* **Exercise description**: Return the listing in full. Keep every word as it stands.

+ + + +

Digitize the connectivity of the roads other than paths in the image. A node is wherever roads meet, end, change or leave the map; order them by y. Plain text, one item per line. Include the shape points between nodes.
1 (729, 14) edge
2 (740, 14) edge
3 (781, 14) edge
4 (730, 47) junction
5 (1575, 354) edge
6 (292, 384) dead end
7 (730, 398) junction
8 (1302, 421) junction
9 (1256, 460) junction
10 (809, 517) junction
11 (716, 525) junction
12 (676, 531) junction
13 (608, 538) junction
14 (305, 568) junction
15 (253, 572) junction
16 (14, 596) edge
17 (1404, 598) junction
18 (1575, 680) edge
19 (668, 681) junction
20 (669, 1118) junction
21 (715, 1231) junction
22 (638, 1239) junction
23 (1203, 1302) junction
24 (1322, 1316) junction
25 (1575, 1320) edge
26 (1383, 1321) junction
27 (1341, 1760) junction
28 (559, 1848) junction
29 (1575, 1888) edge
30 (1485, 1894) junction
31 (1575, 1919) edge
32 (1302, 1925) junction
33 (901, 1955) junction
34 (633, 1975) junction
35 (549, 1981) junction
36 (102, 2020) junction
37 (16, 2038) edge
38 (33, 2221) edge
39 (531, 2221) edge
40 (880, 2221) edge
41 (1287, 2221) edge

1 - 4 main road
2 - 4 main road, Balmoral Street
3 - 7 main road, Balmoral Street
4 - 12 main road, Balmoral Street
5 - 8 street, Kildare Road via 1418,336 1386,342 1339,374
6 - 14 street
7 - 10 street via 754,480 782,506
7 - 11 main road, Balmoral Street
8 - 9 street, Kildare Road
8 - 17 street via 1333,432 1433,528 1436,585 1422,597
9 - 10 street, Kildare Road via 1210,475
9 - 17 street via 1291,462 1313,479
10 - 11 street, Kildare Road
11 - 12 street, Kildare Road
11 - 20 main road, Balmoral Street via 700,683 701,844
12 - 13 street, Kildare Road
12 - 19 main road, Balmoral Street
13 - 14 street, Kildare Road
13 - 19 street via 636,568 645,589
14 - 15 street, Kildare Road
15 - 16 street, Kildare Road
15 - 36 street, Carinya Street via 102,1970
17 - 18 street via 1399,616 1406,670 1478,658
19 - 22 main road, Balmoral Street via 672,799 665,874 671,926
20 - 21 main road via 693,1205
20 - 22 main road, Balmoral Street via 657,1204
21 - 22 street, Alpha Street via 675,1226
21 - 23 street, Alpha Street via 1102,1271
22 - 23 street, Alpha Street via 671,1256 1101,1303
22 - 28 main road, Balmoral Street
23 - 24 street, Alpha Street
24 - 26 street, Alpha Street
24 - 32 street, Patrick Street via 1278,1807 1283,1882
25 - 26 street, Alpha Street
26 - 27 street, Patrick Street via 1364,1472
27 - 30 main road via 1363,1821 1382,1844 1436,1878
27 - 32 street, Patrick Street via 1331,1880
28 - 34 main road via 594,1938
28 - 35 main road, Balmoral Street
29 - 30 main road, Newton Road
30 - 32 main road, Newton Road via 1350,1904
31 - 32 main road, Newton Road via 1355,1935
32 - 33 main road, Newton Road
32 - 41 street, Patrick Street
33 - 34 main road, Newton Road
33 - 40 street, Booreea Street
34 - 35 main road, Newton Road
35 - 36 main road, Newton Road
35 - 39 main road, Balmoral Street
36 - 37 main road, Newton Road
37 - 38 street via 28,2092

+ + + +

* **Answer box**:
Digitize the connectivity of the roads other than paths in the image. A node is wherever roads meet, end, change or leave the map; order them by y. Plain text, one item per line. Include the shape points between nodes.
1 (729, 14) edge
2 (740, 14) edge
3 (781, 14) edge
4 (730, 47) junction
5 (1575, 354) edge
6 (292, 384) dead end
7 (730, 398) junction
8 (1302, 421) junction
9 (1256, 460) junction
10 (809, 517) junction
11 (716, 525) junction
12 (676, 531) junction
13 (608, 538) junction
14 (305, 568) junction
15 (253, 572) junction
16 (14, 596) edge
17 (1404, 598) junction
18 (1575, 680) edge
19 (668, 681) junction
20 (669, 1118) junction
21 (715, 1231) junction
22 (638, 1239) junction
23 (1203, 1302) junction
24 (1322, 1316) junction
25 (1575, 1320) edge
26 (1383, 1321) junction
27 (1341, 1760) junction
28 (559, 1848) junction
29 (1575, 1888) edge
30 (1485, 1894) junction
31 (1575, 1919) edge
32 (1302, 1925) junction
33 (901, 1955) junction
34 (633, 1975) junction
35 (549, 1981) junction
36 (102, 2020) junction
37 (16, 2038) edge
38 (33, 2221) edge
39 (531, 2221) edge
40 (880, 2221) edge
41 (1287, 2221) edge

1 - 4 main road
2 - 4 main road, Balmoral Street
3 - 7 main road, Balmoral Street
4 - 12 main road, Balmoral Street
5 - 8 street, Kildare Road via 1418,336 1386,342 1339,374
6 - 14 street
7 - 10 street via 754,480 782,506
7 - 11 main road, Balmoral Street
8 - 9 street, Kildare Road
8 - 17 street via 1333,432 1433,528 1436,585 1422,597
9 - 10 street, Kildare Road via 1210,475
9 - 17 street via 1291,462 1313,479
10 - 11 street, Kildare Road
11 - 12 street, Kildare Road
11 - 20 main road, Balmoral Street via 700,683 701,844
12 - 13 street, Kildare Road
12 - 19 main road, Balmoral Street
13 - 14 street, Kildare Road
13 - 19 street via 636,568 645,589
14 - 15 street, Kildare Road
15 - 16 street, Kildare Road
15 - 36 street, Carinya Street via 102,1970
17 - 18 street via 1399,616 1406,670 1478,658
19 - 22 main road, Balmoral Street via 672,799 665,874 671,926
20 - 21 main road via 693,1205
20 - 22 main road, Balmoral Street via 657,1204
21 - 22 street, Alpha Street via 675,1226
21 - 23 street, Alpha Street via 1102,1271
22 - 23 street, Alpha Street via 671,1256 1101,1303
22 - 28 main road, Balmoral Street
23 - 24 street, Alpha Street
24 - 26 street, Alpha Street
24 - 32 street, Patrick Street via 1278,1807 1283,1882
25 - 26 street, Alpha Street
26 - 27 street, Patrick Street via 1364,1472
27 - 30 main road via 1363,1821 1382,1844 1436,1878
27 - 32 street, Patrick Street via 1331,1880
28 - 34 main road via 594,1938
28 - 35 main road, Balmoral Street
29 - 30 main road, Newton Road
30 - 32 main road, Newton Road via 1350,1904
31 - 32 main road, Newton Road via 1355,1935
32 - 33 main road, Newton Road
32 - 41 street, Patrick Street
33 - 34 main road, Newton Road
33 - 40 street, Booreea Street
34 - 35 main road, Newton Road
35 - 36 main road, Newton Road
35 - 39 main road, Balmoral Street
36 - 37 main road, Newton Road
37 - 38 street via 28,2092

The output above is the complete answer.